What this task involves: Whenever a line in the entries includes the word "image", copy that line out.

___ Given entries

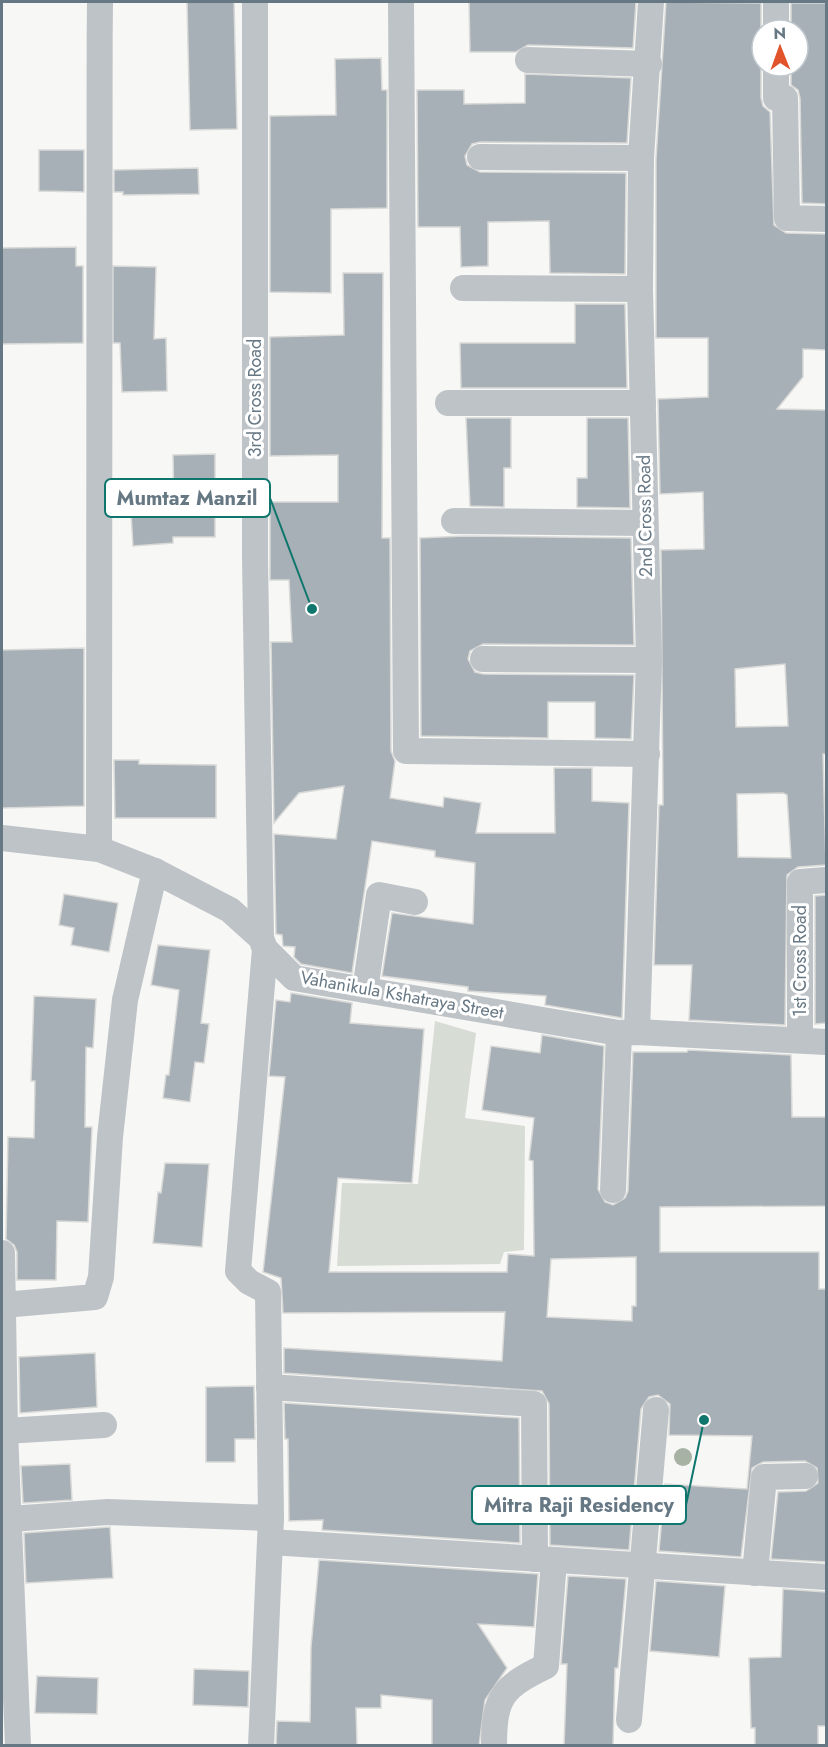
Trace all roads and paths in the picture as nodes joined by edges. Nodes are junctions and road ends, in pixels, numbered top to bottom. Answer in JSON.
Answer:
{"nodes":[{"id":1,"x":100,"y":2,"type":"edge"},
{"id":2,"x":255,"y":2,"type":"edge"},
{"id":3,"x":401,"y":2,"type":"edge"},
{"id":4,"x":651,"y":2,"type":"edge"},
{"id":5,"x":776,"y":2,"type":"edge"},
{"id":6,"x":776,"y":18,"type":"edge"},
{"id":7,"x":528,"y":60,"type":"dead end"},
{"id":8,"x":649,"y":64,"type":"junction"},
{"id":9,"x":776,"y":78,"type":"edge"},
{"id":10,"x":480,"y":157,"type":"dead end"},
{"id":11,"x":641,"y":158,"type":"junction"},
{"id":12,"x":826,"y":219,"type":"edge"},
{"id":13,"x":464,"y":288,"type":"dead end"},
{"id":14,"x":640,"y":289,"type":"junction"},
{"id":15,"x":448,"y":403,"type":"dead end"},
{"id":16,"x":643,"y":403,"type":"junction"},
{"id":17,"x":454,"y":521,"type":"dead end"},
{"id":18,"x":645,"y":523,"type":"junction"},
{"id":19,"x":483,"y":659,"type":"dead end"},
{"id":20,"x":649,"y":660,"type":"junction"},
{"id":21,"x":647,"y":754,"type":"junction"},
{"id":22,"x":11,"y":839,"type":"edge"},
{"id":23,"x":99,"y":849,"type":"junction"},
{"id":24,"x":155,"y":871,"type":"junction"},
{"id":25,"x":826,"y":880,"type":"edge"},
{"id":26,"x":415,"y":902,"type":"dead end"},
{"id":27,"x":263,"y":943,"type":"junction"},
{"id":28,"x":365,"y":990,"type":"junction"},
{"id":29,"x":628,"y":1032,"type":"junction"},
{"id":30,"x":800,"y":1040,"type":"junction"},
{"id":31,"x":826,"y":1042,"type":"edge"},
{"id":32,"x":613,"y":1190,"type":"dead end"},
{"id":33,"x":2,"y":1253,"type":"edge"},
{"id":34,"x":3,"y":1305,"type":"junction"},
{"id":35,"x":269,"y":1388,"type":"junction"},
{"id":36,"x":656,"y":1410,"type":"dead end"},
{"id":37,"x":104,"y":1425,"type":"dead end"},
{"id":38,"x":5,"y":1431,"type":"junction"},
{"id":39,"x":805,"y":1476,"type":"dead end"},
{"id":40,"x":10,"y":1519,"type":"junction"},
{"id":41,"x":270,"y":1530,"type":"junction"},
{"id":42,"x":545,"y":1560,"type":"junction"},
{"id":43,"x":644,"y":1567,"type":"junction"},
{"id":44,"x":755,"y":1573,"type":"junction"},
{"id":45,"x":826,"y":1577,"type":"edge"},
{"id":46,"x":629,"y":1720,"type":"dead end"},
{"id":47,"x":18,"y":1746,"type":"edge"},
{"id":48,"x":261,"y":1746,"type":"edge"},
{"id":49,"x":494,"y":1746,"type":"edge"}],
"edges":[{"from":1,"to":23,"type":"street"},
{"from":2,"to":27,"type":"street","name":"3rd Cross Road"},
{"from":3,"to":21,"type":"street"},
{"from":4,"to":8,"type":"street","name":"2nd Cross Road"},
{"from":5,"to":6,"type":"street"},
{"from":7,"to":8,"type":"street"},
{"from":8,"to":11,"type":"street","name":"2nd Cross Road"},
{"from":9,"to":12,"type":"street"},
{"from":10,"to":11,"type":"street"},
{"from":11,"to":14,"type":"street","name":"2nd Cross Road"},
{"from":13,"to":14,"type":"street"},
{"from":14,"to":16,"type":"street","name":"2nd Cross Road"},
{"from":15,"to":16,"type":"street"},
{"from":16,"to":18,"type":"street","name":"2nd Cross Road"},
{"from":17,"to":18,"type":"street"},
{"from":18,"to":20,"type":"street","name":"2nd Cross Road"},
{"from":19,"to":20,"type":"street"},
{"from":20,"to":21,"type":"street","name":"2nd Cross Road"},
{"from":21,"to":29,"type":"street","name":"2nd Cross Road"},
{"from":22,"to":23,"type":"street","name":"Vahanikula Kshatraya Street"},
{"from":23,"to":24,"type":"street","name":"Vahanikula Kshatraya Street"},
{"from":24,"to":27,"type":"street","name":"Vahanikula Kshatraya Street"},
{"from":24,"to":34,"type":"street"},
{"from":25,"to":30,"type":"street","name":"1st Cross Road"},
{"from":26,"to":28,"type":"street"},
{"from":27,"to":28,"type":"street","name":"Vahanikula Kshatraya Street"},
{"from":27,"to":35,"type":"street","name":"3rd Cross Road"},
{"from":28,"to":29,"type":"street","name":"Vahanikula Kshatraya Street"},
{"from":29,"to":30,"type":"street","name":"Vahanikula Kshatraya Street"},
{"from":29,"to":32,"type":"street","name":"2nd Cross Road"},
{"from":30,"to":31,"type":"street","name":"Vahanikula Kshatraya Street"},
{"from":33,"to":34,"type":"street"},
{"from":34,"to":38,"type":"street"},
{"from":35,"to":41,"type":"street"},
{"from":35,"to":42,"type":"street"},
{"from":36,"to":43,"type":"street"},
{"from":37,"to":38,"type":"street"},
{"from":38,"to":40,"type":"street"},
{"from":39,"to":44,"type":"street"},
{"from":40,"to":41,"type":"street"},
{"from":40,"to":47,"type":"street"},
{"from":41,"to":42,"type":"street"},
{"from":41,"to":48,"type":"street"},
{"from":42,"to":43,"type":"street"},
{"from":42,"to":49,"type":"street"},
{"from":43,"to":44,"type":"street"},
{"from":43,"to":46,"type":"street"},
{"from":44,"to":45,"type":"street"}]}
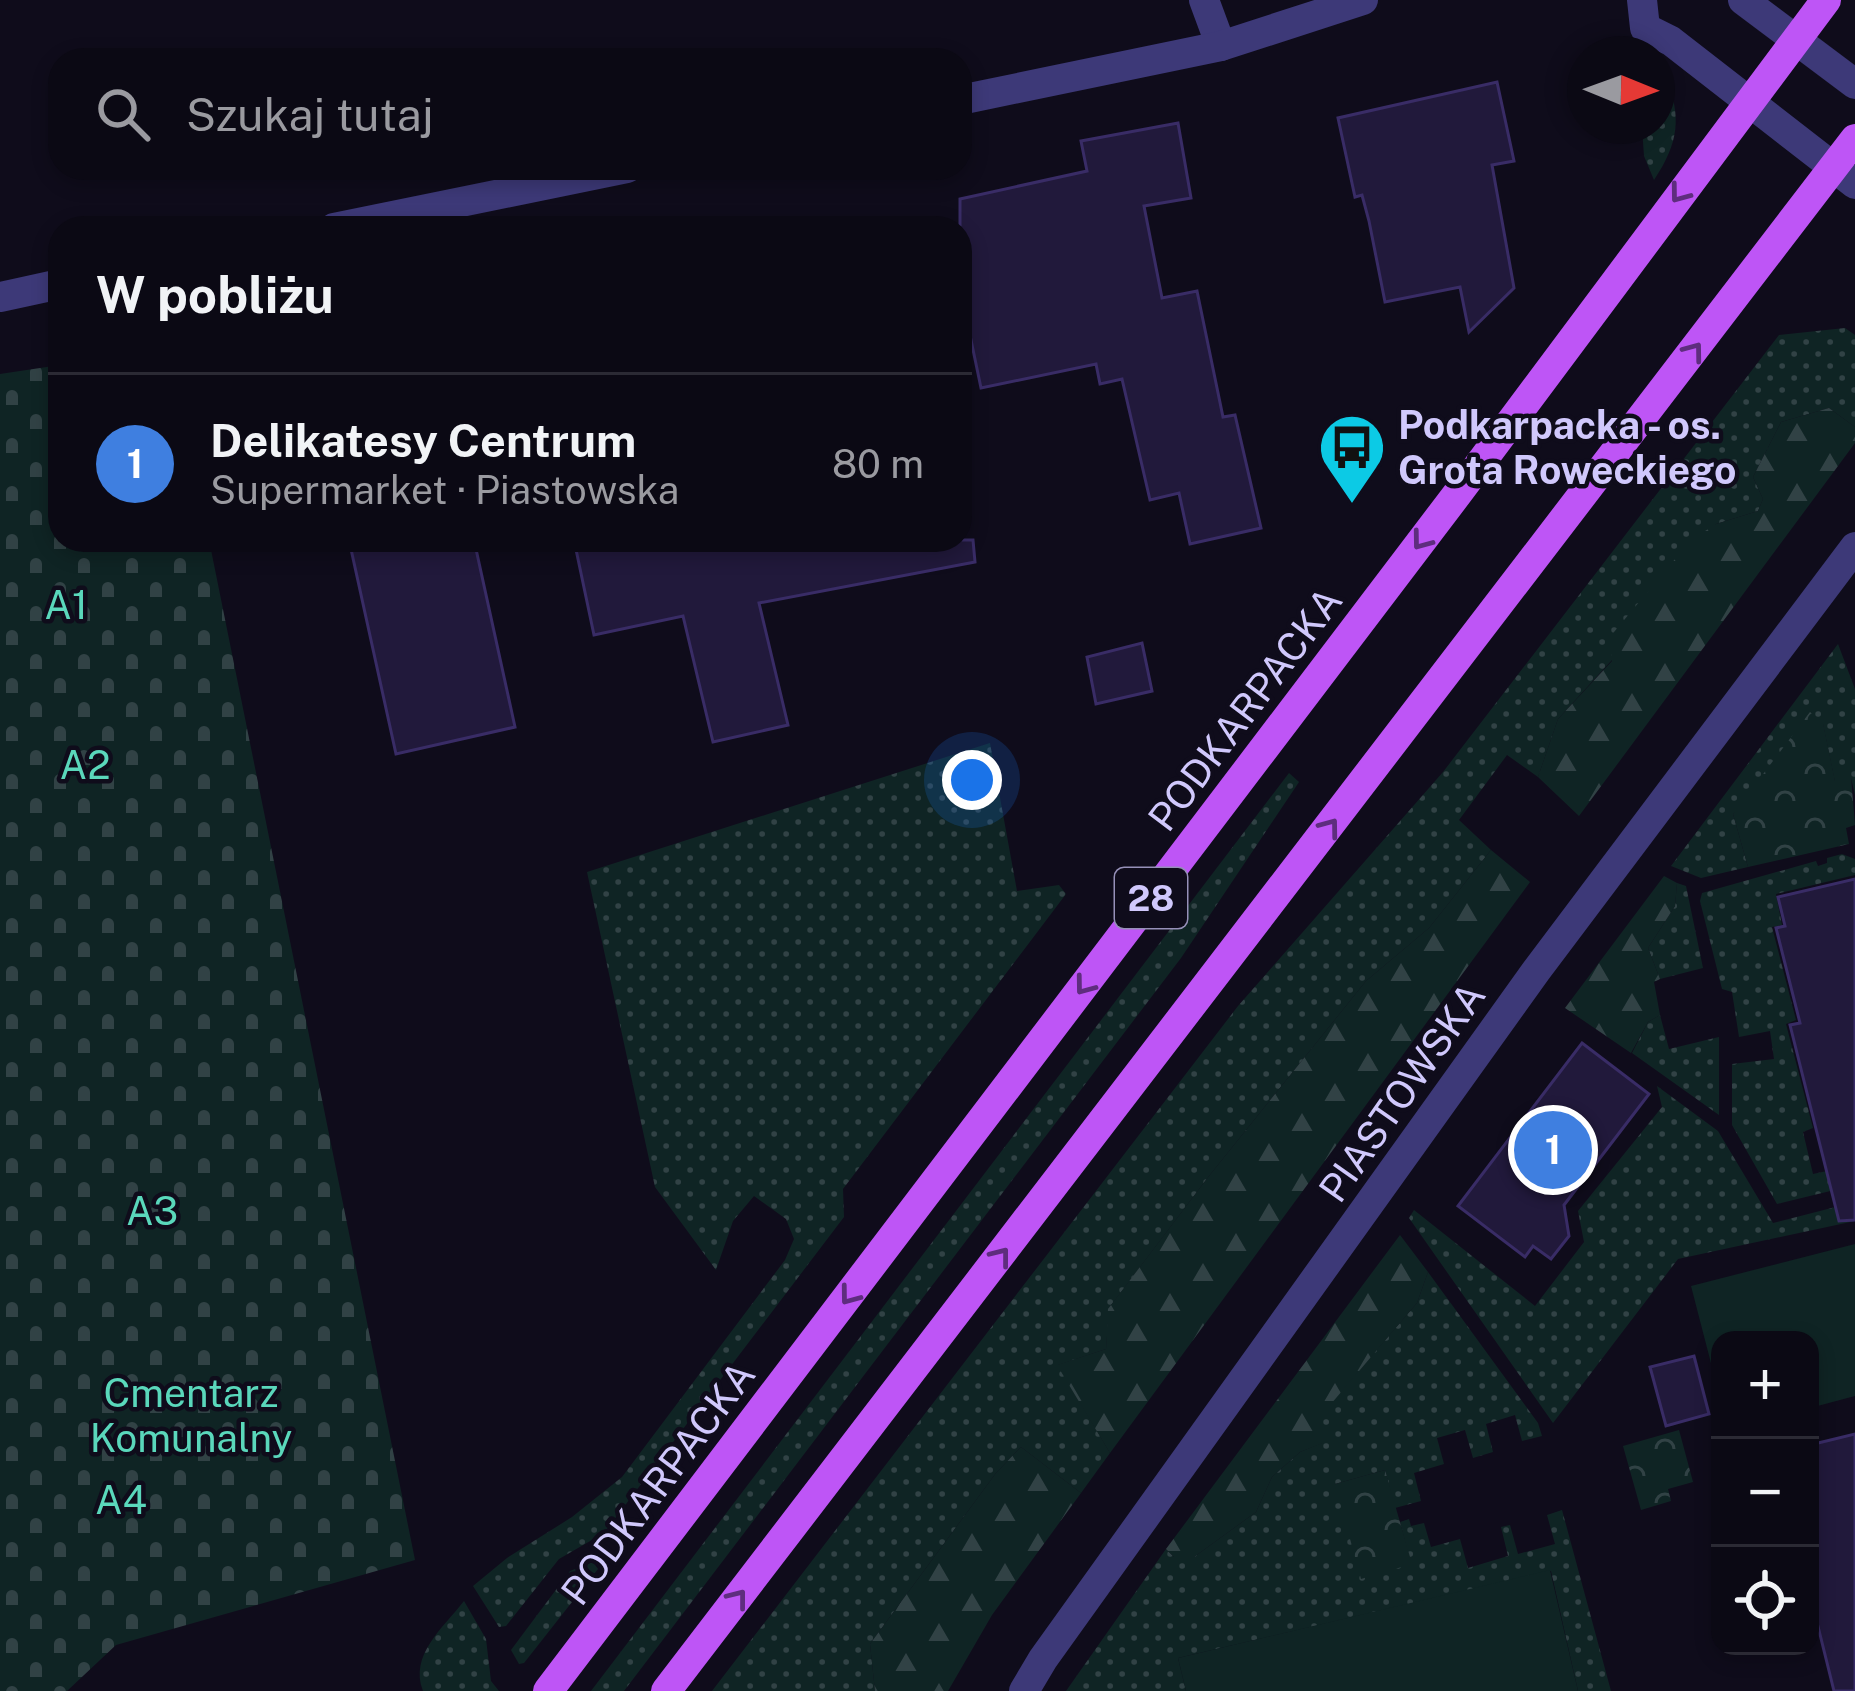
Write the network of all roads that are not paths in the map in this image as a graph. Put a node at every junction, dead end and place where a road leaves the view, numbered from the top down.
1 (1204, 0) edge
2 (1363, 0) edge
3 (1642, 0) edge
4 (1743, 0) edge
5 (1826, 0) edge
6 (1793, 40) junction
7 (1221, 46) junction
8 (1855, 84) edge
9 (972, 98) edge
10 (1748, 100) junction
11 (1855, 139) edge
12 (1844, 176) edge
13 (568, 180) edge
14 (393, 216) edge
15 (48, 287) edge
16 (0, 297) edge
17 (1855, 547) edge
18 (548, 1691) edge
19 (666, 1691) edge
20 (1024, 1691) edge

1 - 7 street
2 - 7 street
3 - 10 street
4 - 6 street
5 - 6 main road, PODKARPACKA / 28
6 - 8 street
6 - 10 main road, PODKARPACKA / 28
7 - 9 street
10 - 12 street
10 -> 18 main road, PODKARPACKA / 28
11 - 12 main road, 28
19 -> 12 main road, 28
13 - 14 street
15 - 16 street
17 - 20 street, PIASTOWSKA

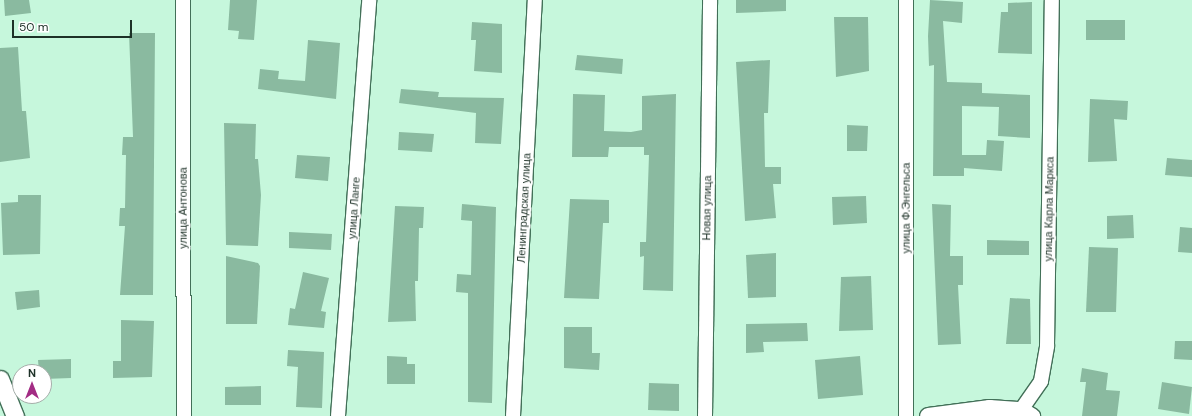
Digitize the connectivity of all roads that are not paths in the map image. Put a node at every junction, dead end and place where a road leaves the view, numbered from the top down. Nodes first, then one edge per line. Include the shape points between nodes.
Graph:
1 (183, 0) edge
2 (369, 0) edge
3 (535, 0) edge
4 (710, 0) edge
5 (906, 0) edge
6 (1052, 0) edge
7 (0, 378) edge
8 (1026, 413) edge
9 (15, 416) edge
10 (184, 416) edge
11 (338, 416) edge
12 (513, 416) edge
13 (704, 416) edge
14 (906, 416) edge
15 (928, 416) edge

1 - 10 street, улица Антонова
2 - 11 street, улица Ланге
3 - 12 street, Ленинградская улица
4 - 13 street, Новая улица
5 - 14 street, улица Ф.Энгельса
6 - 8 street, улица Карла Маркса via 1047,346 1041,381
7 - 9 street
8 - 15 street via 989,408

______

Response:
Write the network of all roads that are not paths in the map in this image as a graph. Put a node at every junction, dead end and place where a road leaves the view, numbered from the top down.
Digitize the connectivity of all roads that are not paths in the map image. Put a node at every junction, dead end and place where a road leaves the view, numbered from the top down. Nodes first, then one edge per line. Include the shape points between nodes.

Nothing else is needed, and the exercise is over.